Records from a collection
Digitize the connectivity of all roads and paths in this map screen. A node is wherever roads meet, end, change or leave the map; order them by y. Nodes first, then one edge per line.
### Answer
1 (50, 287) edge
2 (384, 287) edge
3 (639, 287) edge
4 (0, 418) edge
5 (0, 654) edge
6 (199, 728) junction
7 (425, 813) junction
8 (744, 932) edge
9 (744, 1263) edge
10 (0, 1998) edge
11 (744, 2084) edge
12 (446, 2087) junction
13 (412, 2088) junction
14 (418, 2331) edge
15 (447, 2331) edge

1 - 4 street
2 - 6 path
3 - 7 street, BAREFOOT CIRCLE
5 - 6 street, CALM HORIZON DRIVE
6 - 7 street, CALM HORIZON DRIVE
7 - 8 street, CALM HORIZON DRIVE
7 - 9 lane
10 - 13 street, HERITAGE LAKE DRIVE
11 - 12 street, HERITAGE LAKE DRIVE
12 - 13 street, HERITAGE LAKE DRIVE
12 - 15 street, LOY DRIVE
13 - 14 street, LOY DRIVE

## TO DO
Without altering a single word, transcribe the entries above.

## RESPONSE BELOW
Digitize the connectivity of all roads and paths in this map screen. A node is wherever roads meet, end, change or leave the map; order them by y. Nodes first, then one edge per line.
### Answer
1 (50, 287) edge
2 (384, 287) edge
3 (639, 287) edge
4 (0, 418) edge
5 (0, 654) edge
6 (199, 728) junction
7 (425, 813) junction
8 (744, 932) edge
9 (744, 1263) edge
10 (0, 1998) edge
11 (744, 2084) edge
12 (446, 2087) junction
13 (412, 2088) junction
14 (418, 2331) edge
15 (447, 2331) edge

1 - 4 street
2 - 6 path
3 - 7 street, BAREFOOT CIRCLE
5 - 6 street, CALM HORIZON DRIVE
6 - 7 street, CALM HORIZON DRIVE
7 - 8 street, CALM HORIZON DRIVE
7 - 9 lane
10 - 13 street, HERITAGE LAKE DRIVE
11 - 12 street, HERITAGE LAKE DRIVE
12 - 13 street, HERITAGE LAKE DRIVE
12 - 15 street, LOY DRIVE
13 - 14 street, LOY DRIVE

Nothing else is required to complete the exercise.